Richard Thompson
13 Rivers
[
Proper records
2018]

richardthompson-music.com

File Under: chi fa da sé...

di Nicola Gervasini (18/09/2018)

Alla fine poi è nella semplicità la soluzione giusta, e ora l'ha capito anche Richard Thompson. Esaurita la fase revival con la serie "Acoustic Classics", il vecchio chitarrista inglese (ma neanche vecchissimo, i settanta li raggiungerà solo l'anno prossimo, a dispetto di una carriera che ha già superato i cinquant'anni di attività) torna con un nuovo album di inediti. 13 Rivers è composto da 13 fiumi in piena di chitarre e una versione elettrica di qualcosa che ormai solo a tratti ricorda quel folk inglese di partenza che solo lui ha saputo manipolare così bene. A differenza dei suoi predecessori, come Electric e Still, il nuovo disco, pur uscendo sempre per l'americana New West (l'inglese Proper per la versione europea), non cerca più nuove strade tramite produttori di grido nel mondo dell'Americana (nel primo era Buddy Miller, nel secondo Jeff Tweedy), ma torna all'autoproduzione.

E non solo: si torna in studio con la rodata band che lo segue anche nei tour, in cui continua a spiccare il funambolico batterista Michael Jerome, oltre a Taras Prodaniuk e Bobby Eichorn. Un trio formidabile che Thompson ha rinchiuso in tutta fretta in uno studio di Los Angeles lo scorso ottobre per dare vita a canzoni nate nei sei mesi precedenti. Libero quindi dalla necessità di dimostrare di essere ancora moderno, Thompson anima più di cinquanta minuti di tiratissimo folk elettrico, con due chitarre bene in vista e un sound tagliente che ricorda quello di album come Sweet Warrior o Mock Tudor. Bastano solo i sei minuti iniziali di Storm Won't Come, brano di superba scrittura, pregno di una tensione positiva palpabile nel drumming di Jerome, e impreziosito da un assolo che mette a tacere tutti e che dimostra che nel 2018 si può ancora essere un guitar-hero con intelligenza. Ma è tutto il disco che convince, con una The Rattle Within che recupera arie tradizionali inondandole di elettricità, o con la solita ironia con cui affronta da sempre i temi sentimentali in Her Love Was Meant For Me.

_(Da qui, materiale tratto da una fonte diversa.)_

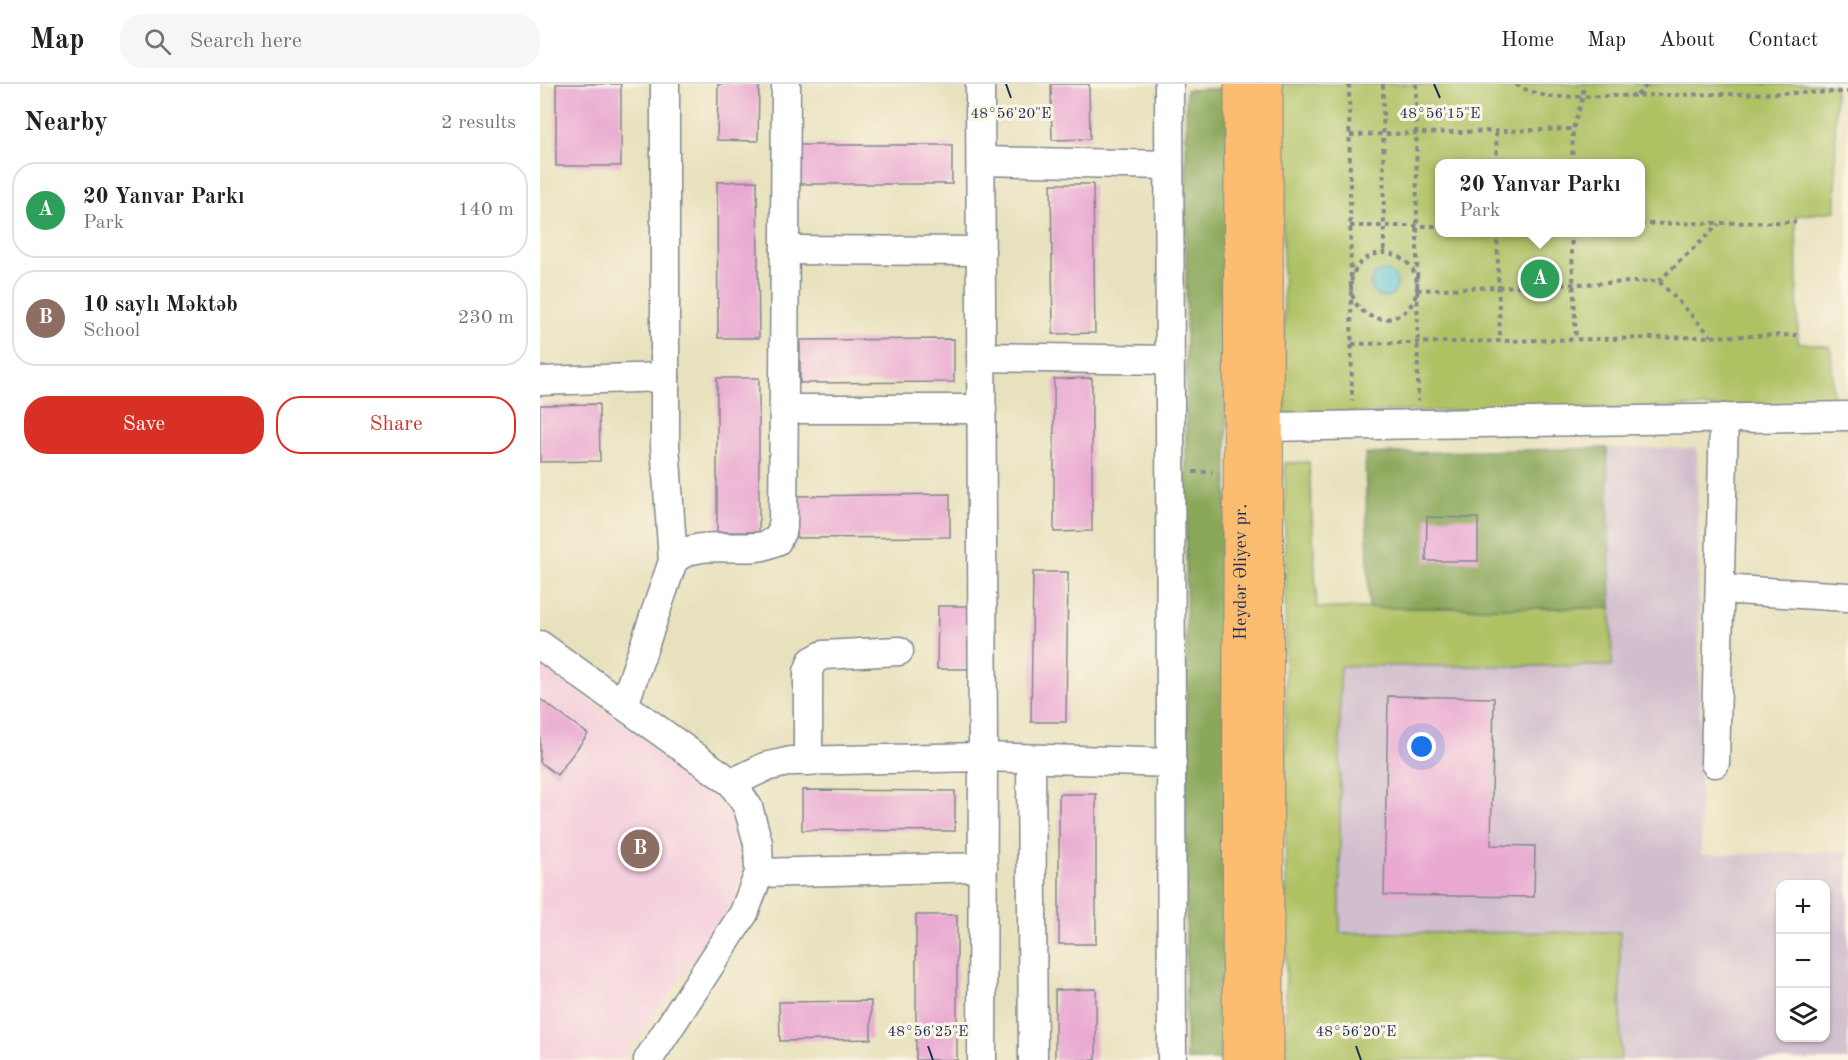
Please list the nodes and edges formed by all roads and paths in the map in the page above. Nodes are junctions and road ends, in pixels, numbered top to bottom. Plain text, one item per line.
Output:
1 (665, 84) edge
2 (786, 84) edge
3 (980, 84) edge
4 (1169, 84) edge
5 (1241, 84) edge
6 (1266, 84) edge
7 (1349, 84) edge
8 (1383, 84) edge
9 (1416, 84) edge
10 (1516, 84) edge
11 (1583, 84) edge
12 (1648, 84) edge
13 (1848, 92) edge
14 (1637, 95) junction
15 (1583, 96) junction
16 (1573, 129) junction
17 (1496, 132) junction
18 (1417, 134) junction
19 (1350, 135) junction
20 (1383, 135) junction
21 (1497, 159) edge
22 (1572, 159) edge
23 (981, 161) junction
24 (1169, 165) junction
25 (1796, 222) dead end
26 (1719, 223) junction
27 (1645, 224) edge
28 (1350, 226) junction
29 (1384, 226) junction
30 (1418, 226) junction
31 (1435, 226) edge
32 (1497, 237) edge
33 (1571, 237) edge
34 (785, 250) junction
35 (981, 251) junction
36 (1384, 252) junction
37 (1659, 282) junction
38 (1573, 285) junction
39 (1498, 287) junction
40 (1351, 288) junction
41 (1417, 290) junction
42 (1797, 335) dead end
43 (1712, 337) junction
44 (1576, 339) junction
45 (1500, 341) junction
46 (1418, 343) junction
47 (1352, 344) junction
48 (981, 357) junction
49 (1169, 360) junction
50 (665, 377) junction
51 (540, 381) edge
52 (784, 409) junction
53 (982, 409) junction
54 (1848, 416) edge
55 (1724, 418) junction
56 (1419, 425) junction
57 (1267, 427) junction
58 (1352, 427) junction
59 (1170, 472) junction
60 (1240, 472) junction
61 (673, 561) junction
62 (1720, 589) junction
63 (1848, 597) edge
64 (540, 645) edge
65 (898, 651) dead end
66 (624, 705) junction
67 (983, 758) junction
68 (1031, 759) junction
69 (808, 761) junction
70 (1715, 763) dead end
71 (1172, 764) junction
72 (732, 783) junction
73 (983, 867) junction
74 (759, 873) junction
75 (648, 1060) edge
76 (982, 1060) edge
77 (1033, 1060) edge
78 (1172, 1060) edge
79 (1239, 1060) edge
80 (1267, 1060) edge

1 - 50 street
2 - 34 street
3 - 23 street
4 - 24 street
5 - 60 main road, Heydər Əliyev pr.
6 - 57 main road, Heydər Əliyev pr.
7 - 19 path
8 - 20 path
9 - 18 path
10 - 15 path
11 - 15 path
12 - 14 path
13 - 14 path
14 - 15 path
15 - 16 path
16 - 17 path
16 - 22 path
17 - 18 path
17 - 21 path
18 - 20 path
18 - 30 path
19 - 20 path
19 - 28 path
20 - 29 path
23 - 24 street
23 - 35 street
24 - 49 street
25 - 26 path
26 - 27 path
26 - 37 path
28 - 29 path
28 - 40 path
29 - 30 path
29 - 36 path
30 - 31 path
30 - 41 path
32 - 39 path
33 - 38 path
34 - 35 street
34 - 52 street
35 - 48 street
36 - 40 path
36 - 41 path
37 - 38 path
37 - 43 path
38 - 39 path
38 - 44 path
39 - 41 path
39 - 45 path
40 - 41 path
40 - 47 path
41 - 46 path
42 - 43 path
43 - 44 path
44 - 45 path
45 - 46 path
46 - 47 path
46 - 56 path
47 - 58 path
48 - 49 street
48 - 53 street
49 - 59 street
50 - 51 street
50 - 61 street
52 - 53 street
52 - 61 street
53 - 67 street
54 - 55 street
55 - 56 street
55 - 62 street
56 - 58 street
57 - 58 street
57 - 80 main road, Heydər Əliyev pr.
59 - 60 path
59 - 71 street
60 - 79 main road, Heydər Əliyev pr.
61 - 66 street
62 - 63 street
62 - 70 street
64 - 66 street
65 - 69 street
66 - 72 street
67 - 68 street
67 - 69 street
67 - 73 street
68 - 71 street
68 - 77 street
69 - 72 street
71 - 78 street
72 - 74 street
73 - 74 street
73 - 76 street
74 - 75 street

Thompson torna ad essere produttore e a registrare in analogico e in presa diretta, e a sua detta alcune tracce non hanno neanche subito ritocchi. E c'è da credergli, sentito il genuino tiro da live-version di brani come You Can't Reach Me o No Matter, e sono solo alcuni esempi dell'atmosfera decisamente up-tempo del disco. I momenti riflessivi ci sono, ma si limitano a The Dog in You e al bellissimo finale di Shaking the Gates. Non convinceremo più nessuno ormai a farsi piacere l'opera di Richard Thompson, se già non si era convinto prima, potremmo anche solo usare un brano come Do All These Tears Belong to You? per fare una lezione di buon songwriting alle nuove generazioni e nessuno avrebbe da protestare, ma chi lo ama sappia che 13 Rivers è forse il suo disco più convincente dell'ultimo decennio. Forse già lo avrà scoperto da solo, perché Thompson resta uno di quelli da acquistare a scatola chiusa, e cominciano ad essere in pochi a vantare una simile continuità qualitativa.